Quello che le blogger vogliono: "Obsidian" di Jennifer L. Armentrout

Creato il 10 luglio 2013 da Alessandraz @RedazioneDiario

Pubblicato da Elena Bigoni

Cari lettori,

Modelli di Abercrombie & Fitch all'entrata del negozio

Negli Stati Uniti, patria indiscussa del paranormal romance, Obsidian è stato definito un caso editoriale: un libro – e una serie – che ha raggiunto le vette delle classifiche di vendita conquistando compagini di lettrici sfegatate. Alcuni, forse malignamente, forse no, hanno ipotizzato che il successo dell’opera non fosse dovuto agli elementi originali, allo stile dell’autrice e alla storia, quanto per l'inusuale strategia di marketing attuata, ispirata quasi sicuramente alla Abercrombie & Fitch. L'autrice, infatti, durante il tour promozionale si è fatta accompagnare dal modello della cover americana (Pepe Toth), che è diventato così, agli occhi di tutte le fan, l’unico possibile volto del protagonista Deamon. Sarà stato il fascino di Toth, e la distesa di addominali scolpiti, a decretare il successo di Obsidian? Forse no, sebbene questa nuova strategia potrebbe rivelarsi una nuova rivelazione nella promozione del paranormal romance, nonché un rilancio del genere stesso dopo che l'onda lunga di Twilight si è acquietata.
In Italia, il privilegio di pubblicare Obsidian è andato alla Giunti Editore, che ha deciso così di accontentare un gruppo blogger che, con una petizione pubblica firmata da diverse centinaia di persone, richiedevano che la serie Lux fosse tradotta anche nell'italica penisola.

Sarebbe però da ingenui pensare che una manciata di firme siano riuscite a convincere un editore alla pubblicazione. Indubbiamente la petizione è servita a far notare il romanzo a chi di dovere, ma la scelta è stata dettata da altri fattori, non ultimo il potenziale commerciale del romanzo e il suo perfetto inserimento nelle attuali richieste di mercato. L'idea è lodevole: il tentativo è quello di instaurare un contatto diretto, veicolato dalla rete, tra il pubblico ricevente e la casa editrice. Dobbiamo però essere realistici, i blogger non hanno ancora un'influenza tale per condizionare significativamente le decisioni di una casa editrice. Al momento, però, possono ricoprire la posizione di consiglieri, soprattutto per la segnalazione di romanzi stranieri conosciuti attraverso la blogosfera statunitense.
Qualcuno potrebbe parlare di casi isolati; c'è chi afferma che i blog rappresentano solo un fenomeno marginale nell'editoria italiana, e che non riescono a spostare significativamente le vendite. Adesso! Ma in futuro?
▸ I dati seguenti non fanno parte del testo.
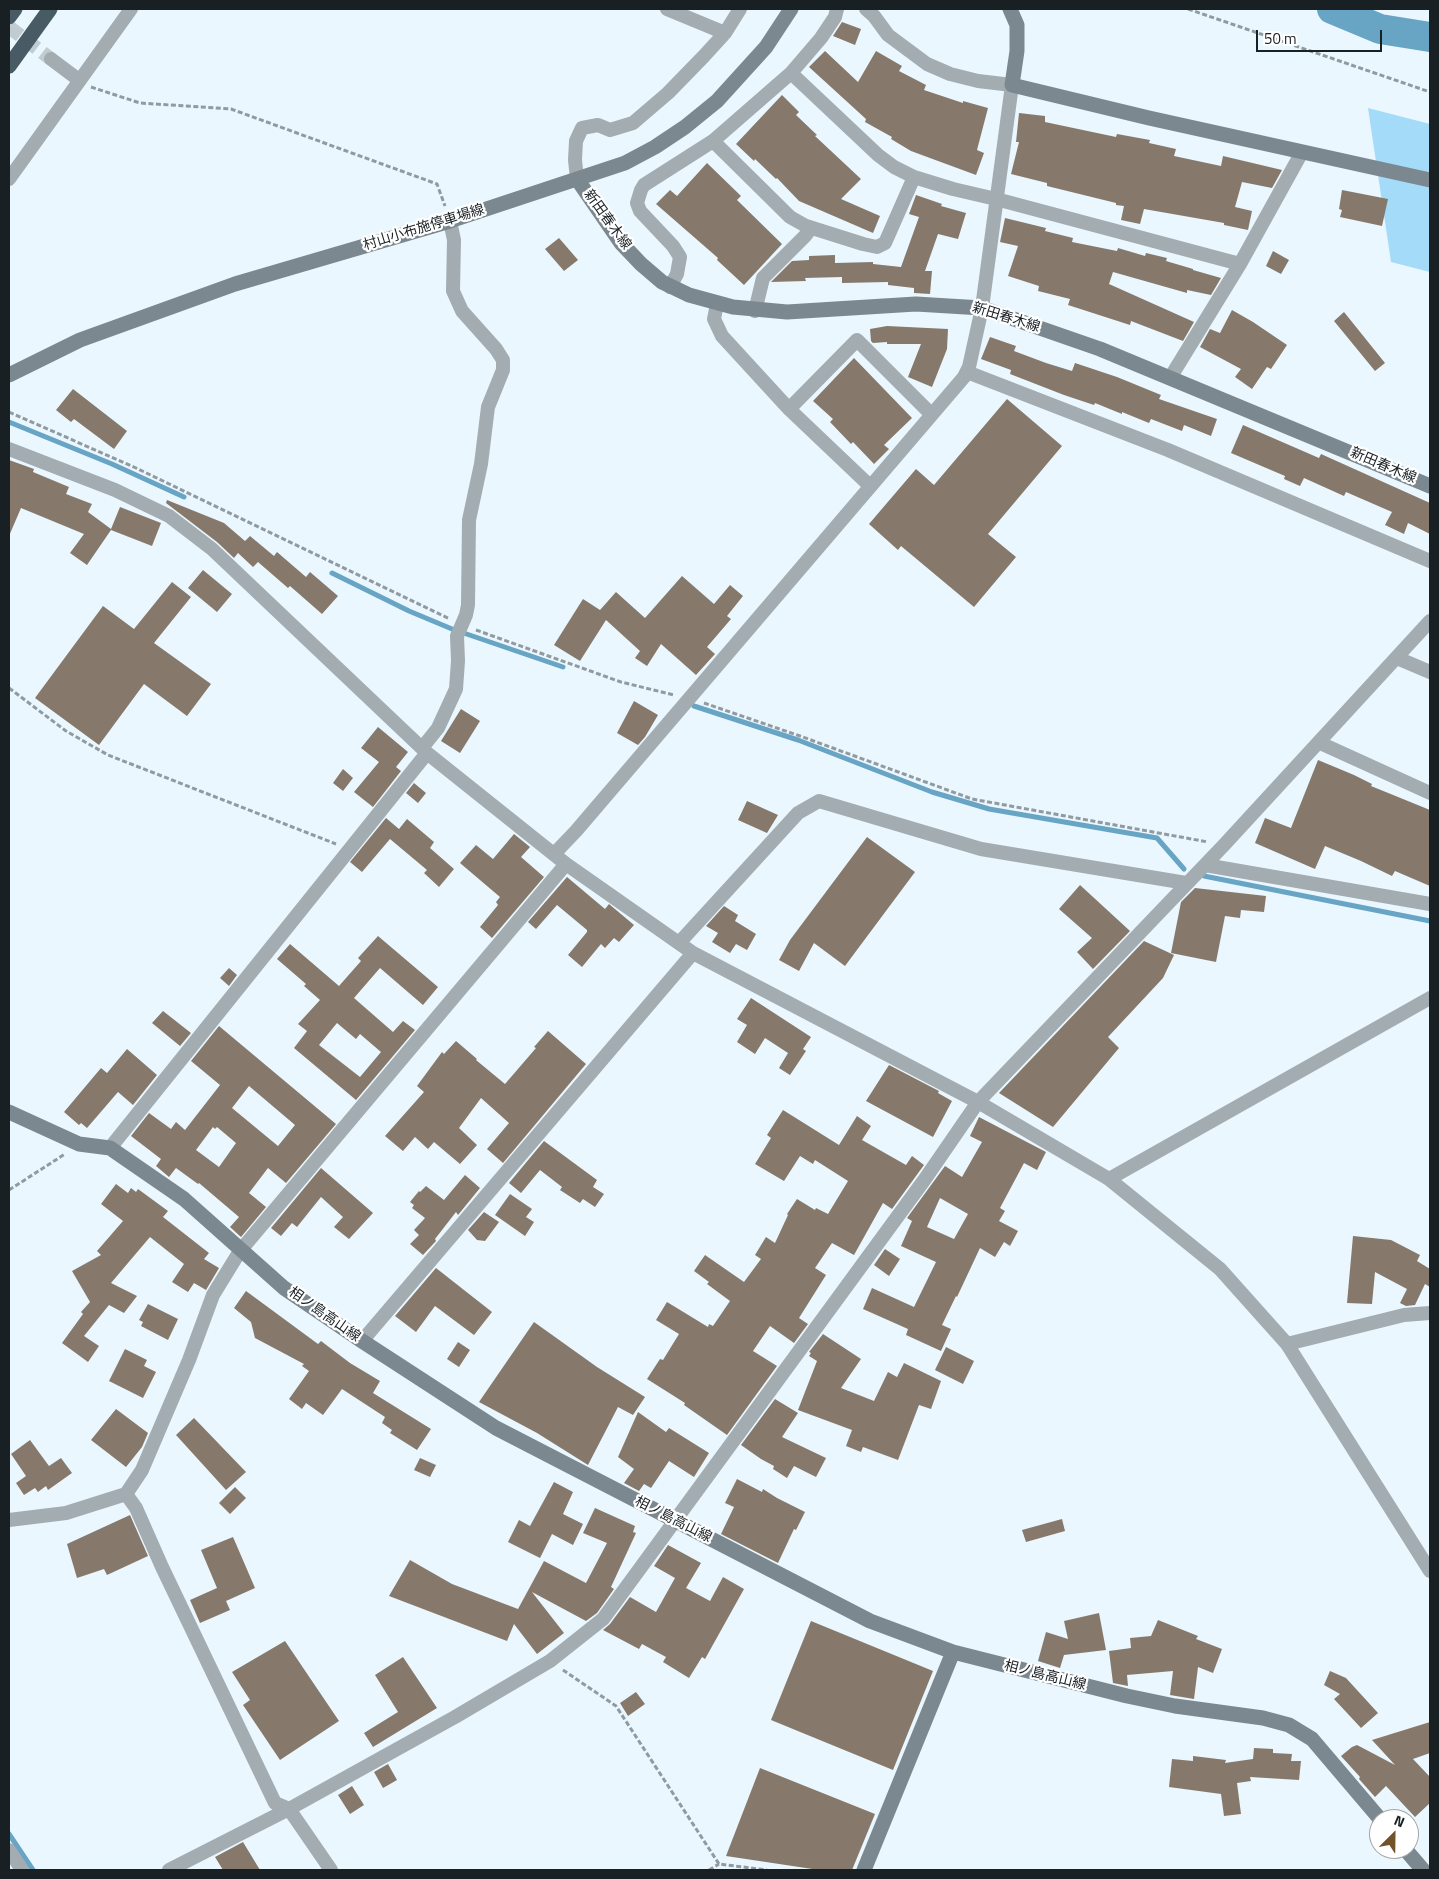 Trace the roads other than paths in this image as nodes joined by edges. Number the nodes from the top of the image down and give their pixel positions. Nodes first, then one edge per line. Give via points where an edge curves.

Nei prossimi anni, quando il fenomeno si sarà stabilizzato e consolidato, i lit-blog rappresenteranno una risorsa fondamentale, molto più di adesso, sebbene gli editori utilizzino i blog come veicolo pubblicitario economico. La generazione 2.0 attuale è solo l’avanguardia del mutamento in corso e sarà – spesso lo è già – il primo soggetto a cui faranno riferimento le statistiche e le campagne di marketing. I recensori attivi in rete, in futuro potranno diventare una voce autorevole, fidata, per i lettori, dopo anni di attività di blogging sulla rete. Quello che non si può prevedere è la selezione: quali blogger diventeranno influencer? Quanti di questi riusciranno a dare un apporto qualitativo alle scelte editoriali?

Quando ho scoperto l'iter di pubblicazione di Obsidian, i giochi erano fatti. Sebbene un po’ scettica, desideravo essere coinvolta così da poter poi dire: “Ecco, i lettori sanno cosa vogliono, non siamo pecorelle delle mode, sappiamo valutare un prodotto. Vogliamo intrattenimento, ma che sia di qualità.” Non mi aspettavo un capolavoro, ma certamente non un mix poco originale tra Twilight e Roswell narrato con uno stile sciatto e banale, personaggi solo abbozzati e una storia, dal grande potenziale (questo è indubbio), non adeguatamente approfondita.

Durante la lettura, e al suo termine, un tarlo mi rodeva: “È questo il meglio che la produzione straniera offre in merito al paranormal young adult? È questo quello che le lettrici italiane vogliono? E soprattutto, se è questo quello che vogliono, cosa ci riserverà il futuro editoriale? Questo connubio tra lettori e case editrici è auspicabile oppure, per dirla da “bravo” di manzoniana memoria, “questo matrimonio non s’ha da fare”?

Il libro della Armentrout dimostra senza ombra che avere un’idea semi-originale non è l’unico ingrediente per creare un buon libro. Se al termine ‘alieni’ sostituiamo ‘vampiri’, assistiamo al revival della storia di Twilight: un amore impossibile e improbabile tra due adolescenti di specie diverse che lottano senza riuscirci contro i propri sentimenti e contro il nemico della specie “aliena”. Che sia una lotta per mantenere lo status quo, per difendere il proprio amore o la distruzione degli alieni, e probabilmente della Terra, l’equazione non cambia, anzi, mostra tutto il proprio limite nel momento in cui l’autrice ha la geniale idea di riproporre interi momenti che sembrano la fotocopia del suo omonimo vampiresco (trasferimento in una remota cittadina degli Stati Uniti – ma, leggendo gli YA non vi sembra che negli USA di recente il flusso migratorio si sia terribilmente intensificato? – genitore unico quasi sempre assente che lascia la figlia in balia degli eventi e degli incontri ‘strambi’, passeggiate nei boschi e tavolo degli asociali solo per citarne alcuni). Nonostante il world building e le dinamiche tra le varie specie abbiano un certo appeal, non sono sufficienti per risollevare il tedio generale.


C’era da sperare nei personaggi che, sebbene propongano un appagante e piacevole diversivo grazie ai loro continui battibecchi e giochi di attrazione/repulsione, non riescono a superare il circolo vizioso di due adolescenti qualunque alle prese con gli ormoni impazziti. Esaurendo il loro rapporto in poche banalità viste e straviste (mi piaci, non mi piaci, ti devo difendere, so difendermi da sola, tu non sai chi sono e cosa posso fare, non preoccuparti io posso accettare tutto). La psicologia e la personalità dei protagonisti viene quindi solo abbozzata. Di certo nemmeno lo stile dell’autrice aiuta, risultando a lungo andare banale e semplicistico, per aggiungere un minimo di pathos alla narrazione. Nel caso di romanzi di qualità non eccelsa avevamo come giustificazione il fatto che non fossimo noi a decidere, ma adesso le carte in tavola sono cambiate. 
È questo quello che realmente vogliamo o è semplicemente ciò che ci meritiamo?